THE TASK: The entries below need to be transcribed exactly, without their images.

════════════════════

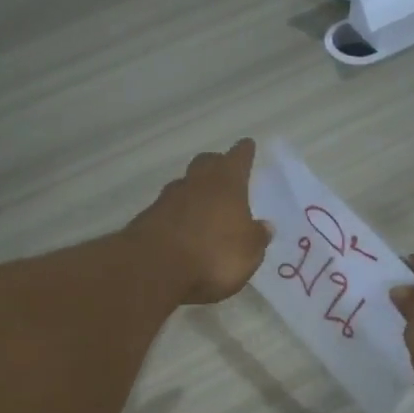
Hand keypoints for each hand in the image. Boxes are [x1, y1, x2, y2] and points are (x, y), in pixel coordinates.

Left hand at [127, 139, 271, 304]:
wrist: (156, 267)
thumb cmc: (214, 254)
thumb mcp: (249, 252)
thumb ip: (257, 237)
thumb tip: (265, 226)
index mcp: (227, 183)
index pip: (238, 158)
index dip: (244, 152)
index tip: (247, 145)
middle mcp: (197, 183)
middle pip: (206, 163)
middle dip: (215, 164)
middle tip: (222, 169)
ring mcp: (168, 199)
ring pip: (184, 185)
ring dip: (193, 190)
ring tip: (202, 203)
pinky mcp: (148, 219)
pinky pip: (167, 209)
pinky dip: (176, 214)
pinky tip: (180, 228)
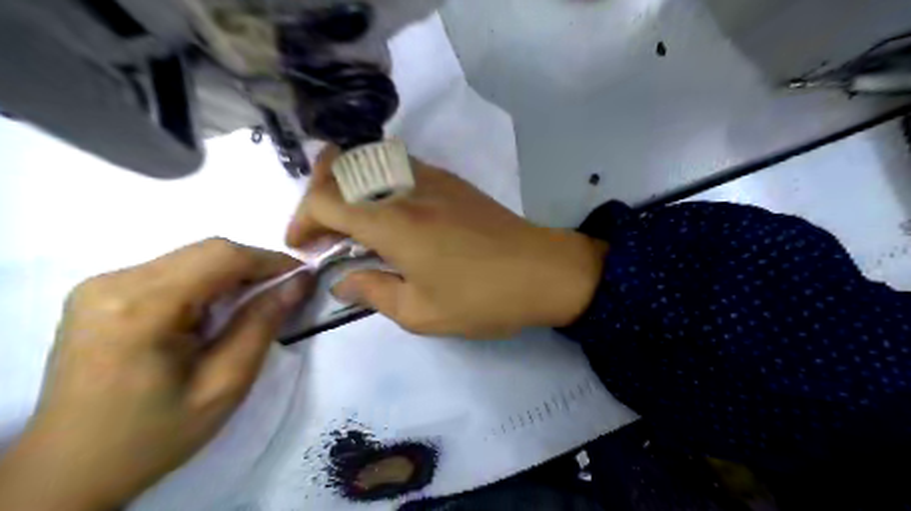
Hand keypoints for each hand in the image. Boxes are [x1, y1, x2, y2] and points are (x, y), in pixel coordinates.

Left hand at [0, 240, 311, 510]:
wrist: (71, 468)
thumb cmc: (155, 434)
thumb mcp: (225, 384)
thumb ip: (262, 324)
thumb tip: (298, 282)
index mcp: (140, 308)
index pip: (221, 257)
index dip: (271, 260)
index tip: (304, 277)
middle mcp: (113, 283)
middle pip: (206, 251)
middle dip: (254, 266)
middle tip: (284, 292)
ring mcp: (100, 285)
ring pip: (192, 257)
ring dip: (232, 274)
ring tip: (255, 303)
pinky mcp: (101, 293)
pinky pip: (173, 269)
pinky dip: (208, 281)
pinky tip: (217, 309)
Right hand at [288, 148, 606, 338]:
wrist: (544, 272)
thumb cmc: (482, 298)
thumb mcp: (420, 312)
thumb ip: (373, 292)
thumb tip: (342, 282)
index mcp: (393, 222)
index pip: (325, 200)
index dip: (302, 220)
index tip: (304, 248)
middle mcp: (407, 188)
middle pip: (343, 167)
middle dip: (320, 195)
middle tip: (325, 233)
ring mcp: (432, 177)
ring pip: (372, 161)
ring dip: (350, 187)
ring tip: (353, 224)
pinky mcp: (452, 180)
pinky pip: (400, 167)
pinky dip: (379, 185)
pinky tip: (392, 216)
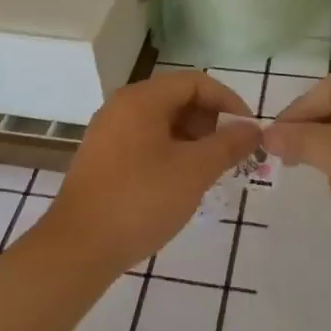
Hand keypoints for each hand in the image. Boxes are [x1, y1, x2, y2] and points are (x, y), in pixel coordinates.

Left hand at [41, 70, 261, 274]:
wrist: (78, 248)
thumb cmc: (140, 200)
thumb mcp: (194, 171)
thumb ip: (228, 145)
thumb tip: (253, 129)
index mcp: (142, 99)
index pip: (195, 82)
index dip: (228, 101)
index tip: (248, 130)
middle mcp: (122, 106)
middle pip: (177, 98)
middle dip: (211, 121)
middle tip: (232, 153)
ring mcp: (109, 132)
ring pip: (162, 122)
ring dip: (193, 139)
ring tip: (212, 170)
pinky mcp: (103, 158)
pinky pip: (146, 141)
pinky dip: (171, 152)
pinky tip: (182, 182)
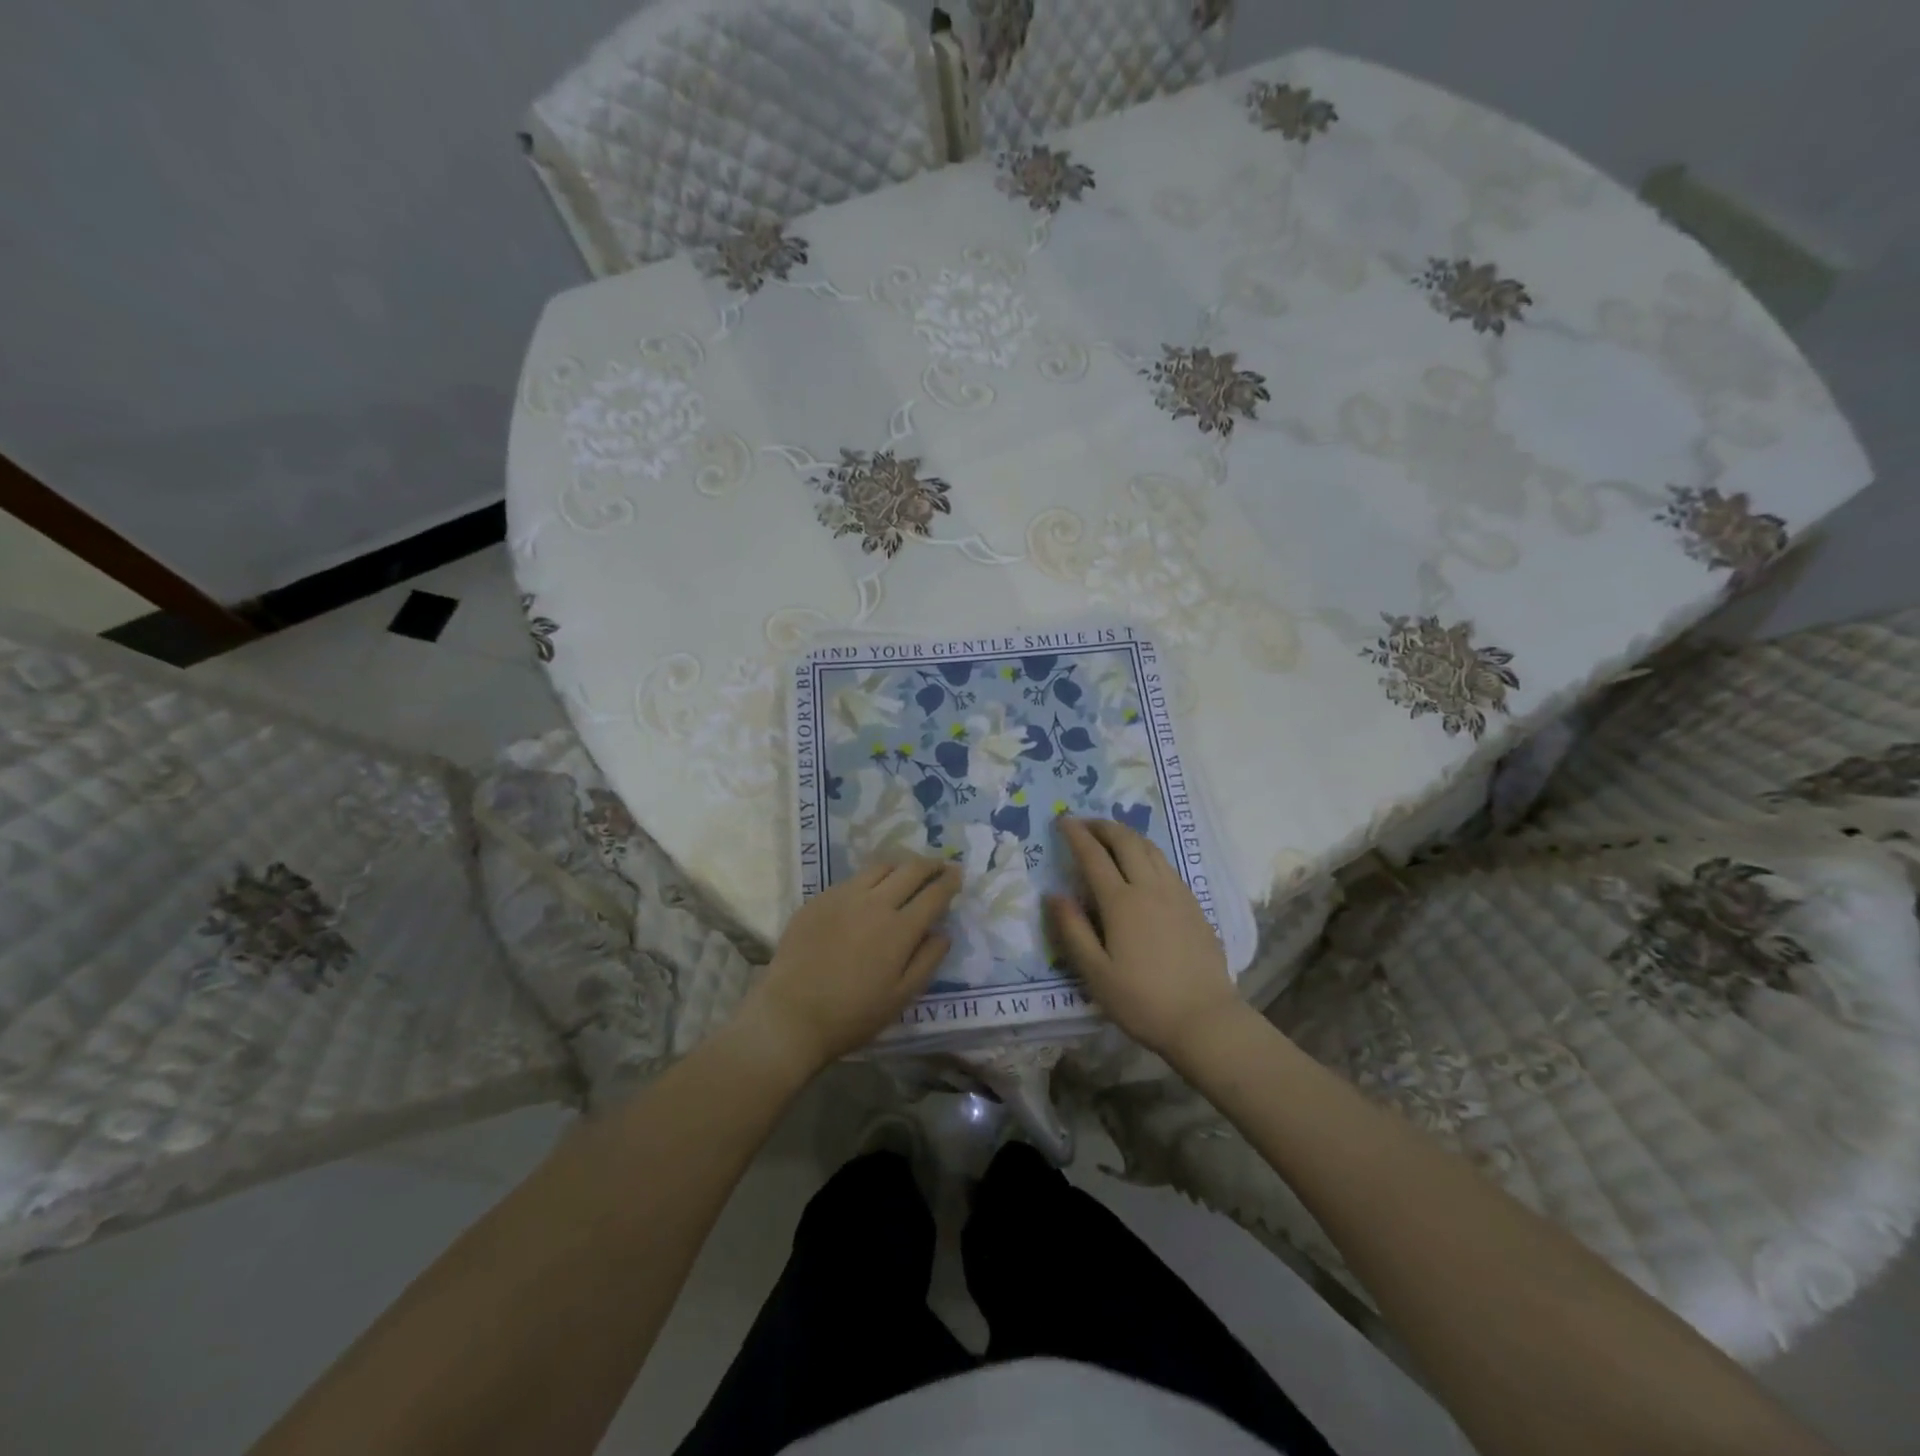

════════════════════

SOLUTION TO THIS EXERCISE:
Hand keypoints for each hand in the image. Boxes are [x1, y1, x2, y2] and points are (x, y), in pixel coordinates.

Left hand at [127, 139, 271, 304]:
wrist: (156, 267)
thumb cmc: (214, 254)
thumb mcp: (249, 252)
thumb ip: (257, 237)
thumb tip: (265, 226)
index mcp: (227, 183)
index pip: (238, 158)
index dip: (244, 152)
index tip: (247, 145)
middle mcp: (197, 183)
middle pip: (206, 163)
middle dip: (215, 164)
middle tip: (222, 169)
ring mcp: (168, 199)
ring pip: (184, 185)
ring dip: (193, 190)
ring tip: (202, 203)
pinky mcp: (148, 219)
pinky pip: (167, 209)
pinky dip: (176, 214)
pinky tip: (180, 228)
Hand keypoints for each hand in the image. Boxes are [x1, y1, x2, y2] and points are (x, y), in pixel coordinates.

Left hand at [0, 240, 311, 510]:
wrist: (71, 468)
thumb cmc: (155, 434)
thumb mcp: (225, 384)
thumb ip: (262, 324)
thumb tip: (298, 282)
index mcp: (140, 308)
index pip: (221, 257)
index dip: (271, 260)
index tip: (304, 277)
middle mcp: (113, 283)
middle pip: (206, 251)
middle dip: (254, 266)
middle tip: (284, 292)
ring mcp: (100, 285)
ring pip: (192, 257)
ring dip: (232, 274)
ring tip: (255, 303)
pinky mcp: (101, 293)
pinky pip: (173, 269)
pinky dip: (208, 281)
pinky tip: (217, 309)
Right hand at [288, 148, 606, 338]:
wrist: (544, 272)
thumb cmc: (482, 298)
thumb mcp: (420, 312)
thumb ip: (373, 292)
thumb tip: (342, 282)
index mcp: (393, 222)
index pip: (325, 200)
index dip: (302, 220)
index tip: (304, 248)
middle mcp: (407, 188)
middle pip: (343, 167)
middle dip: (320, 195)
middle tip: (325, 233)
ring mcp: (432, 177)
ring pip: (372, 161)
ring dip: (350, 187)
ring tip: (353, 224)
pinky mcp: (452, 180)
pinky pip: (400, 167)
pinky dip: (379, 185)
pinky tip: (392, 216)
Hand keypoints for each hand in the image. Boxes are [x1, y1, x2, y2] and points are (x, y), in pixel coordinates.

Left hand at [41, 70, 261, 274]:
wrist: (78, 248)
thumb cmc: (140, 200)
thumb mcp: (194, 171)
thumb ip: (228, 145)
thumb tip: (253, 129)
index mcp: (142, 99)
index pip: (195, 82)
index dip: (228, 101)
index tip: (248, 130)
middle mcp: (122, 106)
middle pip: (177, 98)
middle dip: (211, 121)
middle tip: (232, 153)
ring mcp: (109, 132)
ring pip: (162, 122)
ring dip: (193, 139)
ring tip: (212, 170)
pinky mcp: (103, 158)
pinky pip: (146, 141)
pinky dip: (171, 152)
pinky tip: (182, 182)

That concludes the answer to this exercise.